As designers we can always be distracted by the newest, coolest designs and interactions. In fact, one of the first lessons we learn when we start becoming designers is that there should always be some sort of function with our form. It’s not just about creating cool interactions, it’s about create appropriate interactions for the problems we are trying to solve. Within the past couple of years, with the release of the tablet, we have seen the influx of interaction for interactions sake, and it is taking all of our power not to fall back into the trap of designing cool things just to be cool. At a recent lecture I attended regarding how the iPad and similar devices are changing magazine publishing, I witnessed this situation in full effect. Magazines design really cool interactions for their tablet applications, but one has to question what is the core experience that they are providing with magazine interaction on these devices?
Not defining these core experiences is what, I believe, is causing the publishing industry’s demise. Instead of thinking about how users experience the content on a non-device level and bringing that to their applications, they are thinking about how users physically engage with magazines and how to replicate that in their applications. This is all well and good, but eventually the “coolness” becomes boring, and without a core experience at the base, the application becomes uninteresting. Thus the problem with not having defined the core experiences for the user is that the thing you are designing, whether a desktop app, mobile app, website, etc… has no real value to people. You are not providing value.
I think it’s obvious that in order to solve this problem of not providing value to our users through our designs we need to take a step back from the interaction and define the experience first. This is UX 101, right? If we aren’t defining the experience, what we want our users to be feeling, how their behaviors reflect needs, goals and tasks, etc then we aren’t really creating an experience at all. By just defining new and interesting interactions without thinking through the experience you aren’t really designing, you are just copying real life detailed interactions into the virtual world. Now, don’t get me wrong, these interactions are extremely important. They are, however, only interactions until they are coupled with the overarching meaning.

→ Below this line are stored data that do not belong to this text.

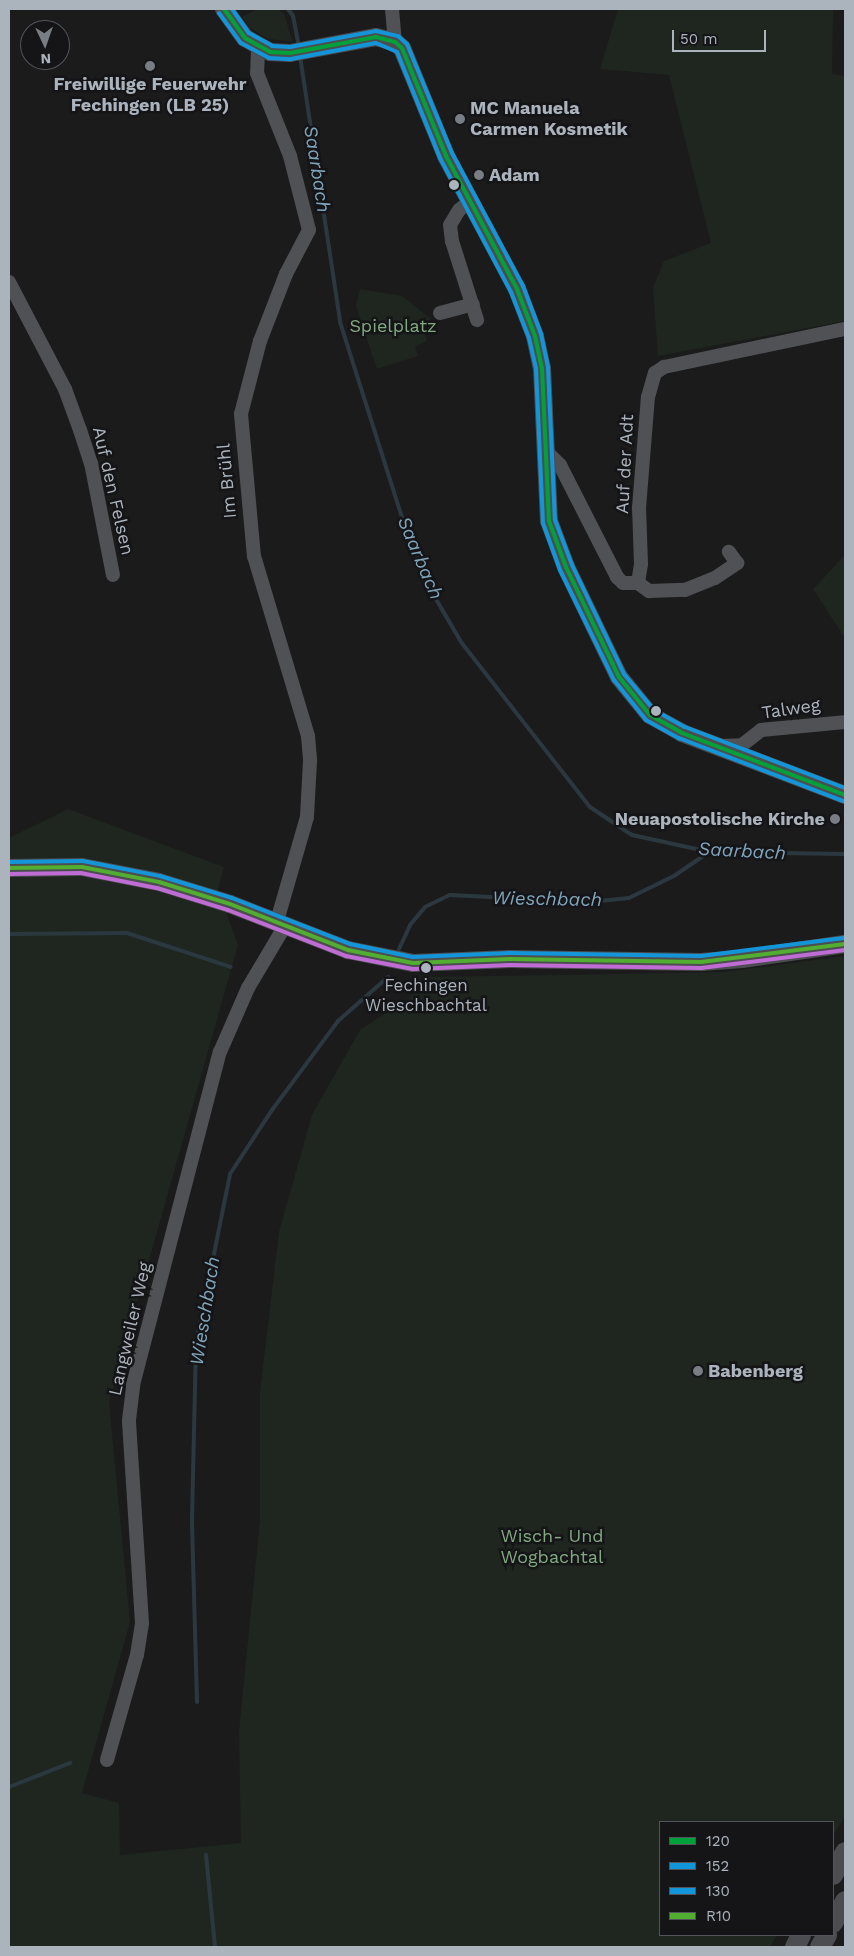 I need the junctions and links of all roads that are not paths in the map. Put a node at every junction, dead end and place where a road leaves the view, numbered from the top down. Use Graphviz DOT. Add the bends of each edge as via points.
graph roads {
  1 [pos="224,9"];
  2 [pos="392,9"];
  3 [pos="395,42"];
  4 [pos="258,48"];
  5 [pos="468,203"];
  6 [pos="9,282"];
  7 [pos="473,304"];
  8 [pos="440,313"];
  9 [pos="477,320"];
  10 [pos="845,329"];
  11 [pos="544,449"];
  12 [pos="729,552"];
  13 [pos="113,575"];
  14 [pos="638,583"];
  15 [pos="845,722"];
  16 [pos="716,747"];
  17 [pos="845,795"];
  18 [pos="9,868"];
  19 [pos="282,923"];
  20 [pos="845,944"];
  21 [pos="107,1760"];
  22 [pos="845,1852"];
  23 [pos="834,1873"];
  24 [pos="845,1901"];
  25 [pos="834,1921"];
  26 [pos="826,1936"];
  27 [pos="820,1947"];
  1 -- 4 [label="main road" via="232,23"];
  2 -- 3 [label="street"];
  3 -- 4 [label="main road" via="364,38 290,53"];
  3 -- 5 [label="main road" via="407,54 446,156"];
  4 -- 19 [label="street, Im Brühl" via="257,73 290,156 308,230 286,274 260,341 241,414 254,556 308,736 307,817"];
  5 -- 7 [label="street" via="459,210 450,225 452,241"];
  5 -- 11 [label="main road" via="517,289 535,336 542,368"];
  6 -- 13 [label="street, Auf den Felsen" via="65,389 80,430 91,463"];
  7 -- 8 [label="street"];
  7 -- 9 [label="street"];
  10 -- 14 [label="street, Auf der Adt" via="664,367 655,373 648,398 639,508 641,564"];
  11 -- 14 [label="street, Auf der Adt" via="560,465 617,577 623,583"];
  11 -- 16 [label="main road" via="549,521 619,677 650,715"];
  12 -- 14 [label="street" via="737,563 715,578 685,590 649,591"];
  15 -- 16 [label="street, Talweg" via="761,730 742,745"];
  16 -- 17 [label="main road"];
  18 -- 19 [label="main road" via="105,869 159,882"];
  19 -- 20 [label="main road" via="372,956 437,964 510,959 701,962"];
  19 -- 21 [label="street, Langweiler Weg" via="220,1052 133,1385 129,1420 142,1623 137,1656"];
  22 -- 23 [label="highway"];
  24 -- 25 [label="highway"];
  26 -- 27 [label="highway"];
}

Thus, our UX model still holds true even after all this time. In order to provide value… real value, we need to create an experience before we layer interactions on top of it. This is not something that I see most people doing when assembling their new tablet applications, for example. Instead they are more concerned with all the new interactions that they can provide users through this new medium. However, these interactions will become stale when the next big thing hits. By creating and understanding the experience that the application is trying to provide, we are creating real value for our users. The outcome of doing this are applications, websites and products that are useful and have a much longer lifespan because they provide value to the users they were designed for. So, all you designers out there, look to the experience first, then the medium you are designing in. And all you magazine application designers, take a step back and ask yourself what you are really designing. Trust me, you product will be much more kick ass for it.
Imagine my delight when only hours after I drafted this post, Jeffery Zeldman highlighted a great, similar (but better written) post about The Problem with Magazine Apps.